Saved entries
☆ ☆ ☆
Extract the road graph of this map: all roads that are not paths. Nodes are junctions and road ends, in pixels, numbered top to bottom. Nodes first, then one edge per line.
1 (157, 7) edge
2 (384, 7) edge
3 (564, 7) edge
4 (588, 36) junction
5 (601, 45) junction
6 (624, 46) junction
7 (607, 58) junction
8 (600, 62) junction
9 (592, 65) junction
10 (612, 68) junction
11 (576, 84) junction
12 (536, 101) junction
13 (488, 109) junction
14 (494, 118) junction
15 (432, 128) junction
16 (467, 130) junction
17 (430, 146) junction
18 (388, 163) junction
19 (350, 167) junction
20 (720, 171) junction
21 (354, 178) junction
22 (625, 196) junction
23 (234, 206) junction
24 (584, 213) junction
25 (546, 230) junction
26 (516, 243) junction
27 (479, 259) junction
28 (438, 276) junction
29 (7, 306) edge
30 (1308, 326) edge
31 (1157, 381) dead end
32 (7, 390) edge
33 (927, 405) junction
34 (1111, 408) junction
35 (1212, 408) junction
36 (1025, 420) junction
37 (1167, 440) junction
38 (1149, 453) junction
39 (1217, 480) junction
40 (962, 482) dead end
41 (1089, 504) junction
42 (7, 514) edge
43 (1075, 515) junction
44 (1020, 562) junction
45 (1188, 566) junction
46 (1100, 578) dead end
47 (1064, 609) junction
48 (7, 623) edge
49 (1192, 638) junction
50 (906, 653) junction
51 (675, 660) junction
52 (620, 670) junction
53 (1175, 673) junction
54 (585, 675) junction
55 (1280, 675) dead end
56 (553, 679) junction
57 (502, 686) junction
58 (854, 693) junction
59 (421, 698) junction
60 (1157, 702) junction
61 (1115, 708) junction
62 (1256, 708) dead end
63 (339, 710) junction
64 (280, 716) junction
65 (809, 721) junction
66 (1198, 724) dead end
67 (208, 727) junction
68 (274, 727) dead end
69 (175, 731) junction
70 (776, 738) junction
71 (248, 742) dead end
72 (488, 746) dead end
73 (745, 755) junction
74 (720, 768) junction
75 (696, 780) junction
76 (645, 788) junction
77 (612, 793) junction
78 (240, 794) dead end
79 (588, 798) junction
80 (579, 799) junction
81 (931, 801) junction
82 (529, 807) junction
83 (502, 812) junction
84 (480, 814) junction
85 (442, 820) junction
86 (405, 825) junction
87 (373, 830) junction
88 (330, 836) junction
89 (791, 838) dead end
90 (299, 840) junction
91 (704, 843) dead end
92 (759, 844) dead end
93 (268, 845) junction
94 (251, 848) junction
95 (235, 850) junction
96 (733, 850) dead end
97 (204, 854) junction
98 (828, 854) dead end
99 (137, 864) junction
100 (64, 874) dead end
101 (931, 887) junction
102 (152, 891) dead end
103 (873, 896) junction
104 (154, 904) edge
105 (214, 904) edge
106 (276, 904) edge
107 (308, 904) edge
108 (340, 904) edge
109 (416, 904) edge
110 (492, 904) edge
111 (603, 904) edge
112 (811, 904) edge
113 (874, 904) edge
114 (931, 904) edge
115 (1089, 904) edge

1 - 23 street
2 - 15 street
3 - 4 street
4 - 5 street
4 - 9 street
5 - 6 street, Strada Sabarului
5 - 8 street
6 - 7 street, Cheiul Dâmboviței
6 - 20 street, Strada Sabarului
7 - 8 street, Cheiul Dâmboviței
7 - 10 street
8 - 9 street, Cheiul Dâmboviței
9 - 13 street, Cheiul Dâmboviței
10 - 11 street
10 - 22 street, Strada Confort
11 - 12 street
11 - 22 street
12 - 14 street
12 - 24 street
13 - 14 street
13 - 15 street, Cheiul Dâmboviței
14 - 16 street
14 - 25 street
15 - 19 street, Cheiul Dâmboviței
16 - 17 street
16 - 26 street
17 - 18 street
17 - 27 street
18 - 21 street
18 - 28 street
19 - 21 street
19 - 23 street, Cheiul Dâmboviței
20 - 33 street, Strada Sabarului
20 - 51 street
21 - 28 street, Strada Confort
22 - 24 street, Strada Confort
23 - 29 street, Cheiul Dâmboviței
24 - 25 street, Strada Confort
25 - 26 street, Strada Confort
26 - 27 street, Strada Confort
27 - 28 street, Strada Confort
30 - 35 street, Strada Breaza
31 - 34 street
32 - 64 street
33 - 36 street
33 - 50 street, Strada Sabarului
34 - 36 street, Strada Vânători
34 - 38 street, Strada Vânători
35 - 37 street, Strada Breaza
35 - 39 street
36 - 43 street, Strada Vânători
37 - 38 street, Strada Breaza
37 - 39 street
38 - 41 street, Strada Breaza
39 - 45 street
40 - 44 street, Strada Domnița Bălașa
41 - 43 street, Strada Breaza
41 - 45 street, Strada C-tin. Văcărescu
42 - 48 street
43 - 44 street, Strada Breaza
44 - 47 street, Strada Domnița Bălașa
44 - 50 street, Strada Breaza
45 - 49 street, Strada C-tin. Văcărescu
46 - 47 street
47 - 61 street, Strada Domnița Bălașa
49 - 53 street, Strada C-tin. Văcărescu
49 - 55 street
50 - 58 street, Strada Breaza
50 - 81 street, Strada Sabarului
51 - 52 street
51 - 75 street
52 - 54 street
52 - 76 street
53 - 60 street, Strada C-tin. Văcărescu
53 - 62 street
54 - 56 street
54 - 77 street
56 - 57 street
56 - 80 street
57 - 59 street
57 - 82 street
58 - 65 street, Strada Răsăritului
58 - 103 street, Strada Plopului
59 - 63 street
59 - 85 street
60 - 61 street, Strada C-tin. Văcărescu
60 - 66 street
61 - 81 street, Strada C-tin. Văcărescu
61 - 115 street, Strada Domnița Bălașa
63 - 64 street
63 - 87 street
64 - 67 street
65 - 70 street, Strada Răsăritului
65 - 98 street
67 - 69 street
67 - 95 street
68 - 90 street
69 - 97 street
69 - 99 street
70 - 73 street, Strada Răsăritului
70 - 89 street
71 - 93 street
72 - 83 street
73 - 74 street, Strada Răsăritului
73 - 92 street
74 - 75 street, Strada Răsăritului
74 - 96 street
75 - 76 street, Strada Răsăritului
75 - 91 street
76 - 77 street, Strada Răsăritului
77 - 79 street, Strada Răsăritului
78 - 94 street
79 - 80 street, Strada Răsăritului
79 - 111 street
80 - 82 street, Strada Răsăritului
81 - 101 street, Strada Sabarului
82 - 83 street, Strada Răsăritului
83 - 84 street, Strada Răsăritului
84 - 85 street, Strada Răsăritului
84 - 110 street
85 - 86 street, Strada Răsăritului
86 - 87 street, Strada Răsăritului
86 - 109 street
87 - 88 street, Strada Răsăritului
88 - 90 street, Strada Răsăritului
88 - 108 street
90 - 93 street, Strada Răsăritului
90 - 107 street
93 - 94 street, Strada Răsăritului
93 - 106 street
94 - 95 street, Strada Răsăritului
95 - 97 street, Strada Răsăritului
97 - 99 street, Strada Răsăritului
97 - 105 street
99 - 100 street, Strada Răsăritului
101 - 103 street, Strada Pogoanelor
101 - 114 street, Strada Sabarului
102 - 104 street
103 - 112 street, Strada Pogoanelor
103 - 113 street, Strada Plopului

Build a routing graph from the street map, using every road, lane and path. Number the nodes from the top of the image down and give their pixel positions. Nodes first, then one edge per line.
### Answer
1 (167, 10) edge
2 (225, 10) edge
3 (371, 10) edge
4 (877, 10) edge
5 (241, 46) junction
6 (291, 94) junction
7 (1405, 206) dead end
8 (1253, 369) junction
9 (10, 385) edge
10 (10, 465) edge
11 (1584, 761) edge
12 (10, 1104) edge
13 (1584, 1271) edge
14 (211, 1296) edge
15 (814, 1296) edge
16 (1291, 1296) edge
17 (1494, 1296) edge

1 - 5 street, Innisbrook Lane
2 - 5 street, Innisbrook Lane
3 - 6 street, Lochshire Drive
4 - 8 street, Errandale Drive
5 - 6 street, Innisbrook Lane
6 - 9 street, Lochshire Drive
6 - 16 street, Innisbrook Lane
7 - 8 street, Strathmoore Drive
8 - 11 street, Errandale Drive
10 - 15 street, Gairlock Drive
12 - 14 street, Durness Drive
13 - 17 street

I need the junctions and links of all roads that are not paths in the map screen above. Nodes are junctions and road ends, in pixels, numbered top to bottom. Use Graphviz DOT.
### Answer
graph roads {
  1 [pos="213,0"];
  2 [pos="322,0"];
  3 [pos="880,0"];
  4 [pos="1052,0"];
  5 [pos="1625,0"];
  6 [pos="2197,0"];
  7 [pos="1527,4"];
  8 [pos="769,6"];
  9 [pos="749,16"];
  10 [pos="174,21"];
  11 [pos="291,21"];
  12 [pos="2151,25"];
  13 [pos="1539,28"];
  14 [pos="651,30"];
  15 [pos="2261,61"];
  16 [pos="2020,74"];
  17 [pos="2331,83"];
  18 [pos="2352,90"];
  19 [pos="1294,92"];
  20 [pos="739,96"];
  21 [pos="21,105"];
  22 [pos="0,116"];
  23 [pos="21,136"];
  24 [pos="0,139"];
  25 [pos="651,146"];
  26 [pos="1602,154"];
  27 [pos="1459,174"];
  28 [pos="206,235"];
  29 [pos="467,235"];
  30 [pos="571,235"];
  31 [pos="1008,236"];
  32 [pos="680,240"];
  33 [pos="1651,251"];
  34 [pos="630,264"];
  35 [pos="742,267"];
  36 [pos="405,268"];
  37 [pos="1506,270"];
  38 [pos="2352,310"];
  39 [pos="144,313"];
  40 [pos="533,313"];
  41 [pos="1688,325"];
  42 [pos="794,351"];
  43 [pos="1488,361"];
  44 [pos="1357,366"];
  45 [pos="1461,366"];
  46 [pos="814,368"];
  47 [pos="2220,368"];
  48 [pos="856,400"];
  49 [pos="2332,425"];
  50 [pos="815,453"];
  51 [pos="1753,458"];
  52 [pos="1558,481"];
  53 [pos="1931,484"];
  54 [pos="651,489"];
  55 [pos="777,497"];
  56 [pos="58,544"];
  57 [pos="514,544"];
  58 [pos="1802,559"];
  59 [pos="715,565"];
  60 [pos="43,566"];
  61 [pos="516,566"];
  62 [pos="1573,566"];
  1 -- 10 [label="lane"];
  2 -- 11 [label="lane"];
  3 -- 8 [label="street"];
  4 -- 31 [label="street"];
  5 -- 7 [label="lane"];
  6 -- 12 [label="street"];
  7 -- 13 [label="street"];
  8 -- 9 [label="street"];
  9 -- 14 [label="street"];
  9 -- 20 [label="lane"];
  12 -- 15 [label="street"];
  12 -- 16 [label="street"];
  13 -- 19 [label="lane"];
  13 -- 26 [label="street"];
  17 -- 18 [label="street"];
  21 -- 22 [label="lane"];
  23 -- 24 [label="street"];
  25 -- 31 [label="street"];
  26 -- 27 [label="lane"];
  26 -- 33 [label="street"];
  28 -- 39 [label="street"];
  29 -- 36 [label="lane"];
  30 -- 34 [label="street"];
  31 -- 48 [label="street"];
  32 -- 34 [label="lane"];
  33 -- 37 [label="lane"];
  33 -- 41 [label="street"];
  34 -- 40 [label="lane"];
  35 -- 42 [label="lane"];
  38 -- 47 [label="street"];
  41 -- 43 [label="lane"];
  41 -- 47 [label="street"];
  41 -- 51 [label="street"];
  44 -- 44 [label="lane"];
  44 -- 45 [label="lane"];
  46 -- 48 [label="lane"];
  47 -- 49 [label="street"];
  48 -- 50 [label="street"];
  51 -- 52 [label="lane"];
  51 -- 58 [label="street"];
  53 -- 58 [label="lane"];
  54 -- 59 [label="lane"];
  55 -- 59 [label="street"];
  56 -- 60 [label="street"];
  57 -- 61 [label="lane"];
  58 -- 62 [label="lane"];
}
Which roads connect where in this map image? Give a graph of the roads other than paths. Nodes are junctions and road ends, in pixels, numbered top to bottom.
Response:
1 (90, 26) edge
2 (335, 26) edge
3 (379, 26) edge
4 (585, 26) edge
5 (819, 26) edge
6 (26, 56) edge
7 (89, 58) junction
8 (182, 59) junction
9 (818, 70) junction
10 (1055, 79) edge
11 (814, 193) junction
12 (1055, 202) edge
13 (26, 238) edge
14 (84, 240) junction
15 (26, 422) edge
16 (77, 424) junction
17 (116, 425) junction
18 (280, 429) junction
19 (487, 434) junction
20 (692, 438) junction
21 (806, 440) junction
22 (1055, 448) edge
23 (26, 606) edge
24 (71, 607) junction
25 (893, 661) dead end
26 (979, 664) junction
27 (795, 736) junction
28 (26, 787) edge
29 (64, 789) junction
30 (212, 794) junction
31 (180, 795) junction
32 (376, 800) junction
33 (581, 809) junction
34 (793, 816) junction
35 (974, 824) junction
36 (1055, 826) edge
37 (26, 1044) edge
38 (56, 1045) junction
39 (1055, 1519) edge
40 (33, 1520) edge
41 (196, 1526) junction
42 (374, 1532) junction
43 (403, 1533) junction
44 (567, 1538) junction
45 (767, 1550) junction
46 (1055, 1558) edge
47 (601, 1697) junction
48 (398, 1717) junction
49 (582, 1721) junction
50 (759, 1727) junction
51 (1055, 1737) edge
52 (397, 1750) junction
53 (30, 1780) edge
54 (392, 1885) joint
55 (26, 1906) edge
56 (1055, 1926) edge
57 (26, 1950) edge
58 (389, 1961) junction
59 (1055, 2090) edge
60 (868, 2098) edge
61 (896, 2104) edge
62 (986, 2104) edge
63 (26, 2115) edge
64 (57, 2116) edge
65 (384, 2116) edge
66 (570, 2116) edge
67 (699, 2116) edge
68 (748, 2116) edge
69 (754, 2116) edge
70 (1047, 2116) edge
☆ ☆ ☆
### Task brief
Looking at the records above, work out how many lines include the string "image". Give the number and nothing else.

### Answer box
2